→ **Task goal**: Show each line of the data below in which "road" occurs.

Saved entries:
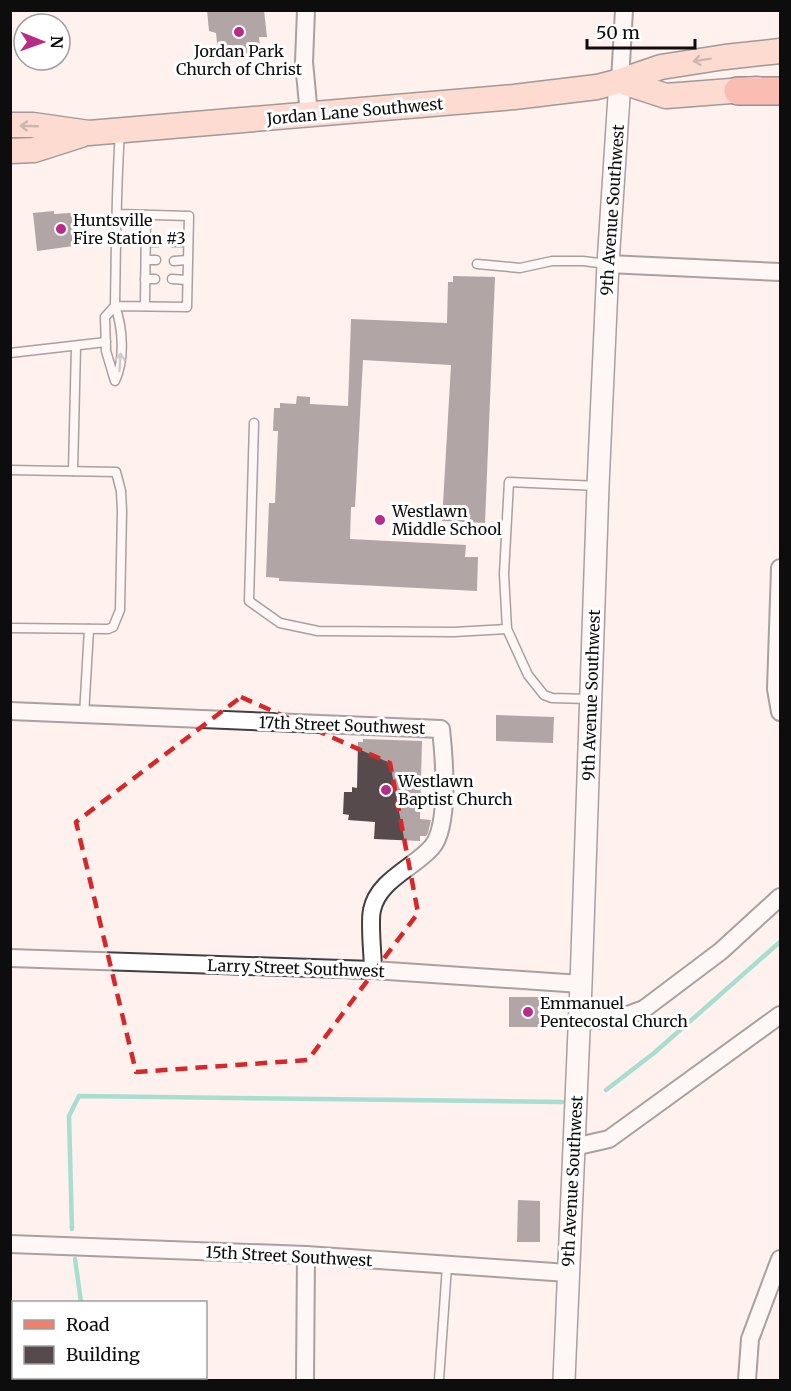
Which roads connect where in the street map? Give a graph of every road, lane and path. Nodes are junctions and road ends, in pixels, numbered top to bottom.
1 (306, 10) edge
2 (624, 10) edge
3 (780, 51) edge
4 (621, 81) junction
5 (780, 89) edge
6 (738, 91) joint
7 (309, 115) junction
8 (10, 125) edge
9 (120, 130) junction
10 (89, 133) junction
11 (10, 152) edge
12 (117, 214) junction
13 (146, 215) junction
14 (146, 242) junction
15 (157, 242) dead end
16 (173, 242) dead end
17 (188, 242) junction
18 (146, 260) junction
19 (156, 260) dead end
20 (187, 260) junction
21 (174, 261) dead end
22 (477, 264) dead end
23 (608, 264) junction
24 (780, 272) edge
25 (172, 279) dead end
26 (187, 280) junction
27 (115, 306) junction
28 (145, 306) junction
29 (105, 342) junction
30 (76, 346) junction
31 (10, 353) edge
32 (254, 423) dead end
33 (10, 470) edge
34 (73, 471) junction
35 (598, 486) junction
36 (780, 568) edge
37 (10, 628) edge
38 (90, 629) junction
39 (507, 629) junction
40 (590, 699) junction
41 (10, 711) edge
42 (780, 712) edge
43 (84, 715) junction
44 (780, 897) edge
45 (10, 958) edge
46 (373, 970) junction
47 (581, 984) junction
48 (780, 1015) edge
49 (579, 1020) junction
50 (574, 1148) junction
51 (10, 1244) edge
52 (306, 1255) junction
53 (780, 1259) edge
54 (447, 1266) junction
55 (568, 1273) junction
56 (305, 1380) edge
57 (439, 1380) edge
58 (564, 1380) edge
59 (747, 1380) edge

1 - 7 street
2 - 4 street, 9th Avenue Southwest
3 -> 4 main road, Jordan Lane Southwest
4 - 6 main road
4 - 7 main road, Jordan Lane Southwest
4 - 23 street, 9th Avenue Southwest
5 - 6 main road
7 - 9 main road, Jordan Lane Southwest
10 -> 8 main road, Jordan Lane Southwest
9 - 10 main road, Jordan Lane Southwest
9 - 12 lane
10 - 11 main road, Jordan Lane Southwest
12 - 13 lane
12 - 27 lane
13 - 14 lane
13 - 17 lane
14 - 15 lane
14 - 18 lane
16 - 17 lane
17 - 20 lane
18 - 19 lane
18 - 28 lane
20 - 21 lane
20 - 26 lane
22 - 23 lane
23 - 24 street
23 - 35 street, 9th Avenue Southwest
25 - 26 lane
26 - 28 lane
27 - 28 lane
27 - 29 lane
29 -> 27 lane
29 - 30 lane
30 - 31 lane
30 - 34 lane
32 - 39 lane
33 - 34 lane
34 - 38 lane
35 - 39 lane
35 - 40 street, 9th Avenue Southwest
36 - 42 street
37 - 38 lane
38 - 43 lane
39 - 40 lane
40 - 47 street, 9th Avenue Southwest
41 - 43 street, 17th Street Southwest
43 - 46 street, 17th Street Southwest
44 - 49 street
45 - 46 street, Larry Street Southwest
46 - 47 street, Larry Street Southwest
47 - 49 street, 9th Avenue Southwest
48 - 50 street
49 - 50 street, 9th Avenue Southwest
50 - 55 street, 9th Avenue Southwest
51 - 52 street, 15th Street Southwest
52 - 54 street, 15th Street Southwest
52 - 56 street
53 - 59 street
54 - 55 street, 15th Street Southwest
54 - 57 lane
55 - 58 street, 9th Avenue Southwest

→ **Reply**:
Which roads connect where in the street map? Give a graph of every road, lane and path. Nodes are junctions and road ends, in pixels, numbered top to bottom.
3 -> 4 main road, Jordan Lane Southwest
4 - 6 main road
4 - 7 main road, Jordan Lane Southwest
5 - 6 main road
7 - 9 main road, Jordan Lane Southwest
10 -> 8 main road, Jordan Lane Southwest
9 - 10 main road, Jordan Lane Southwest
10 - 11 main road, Jordan Lane Southwest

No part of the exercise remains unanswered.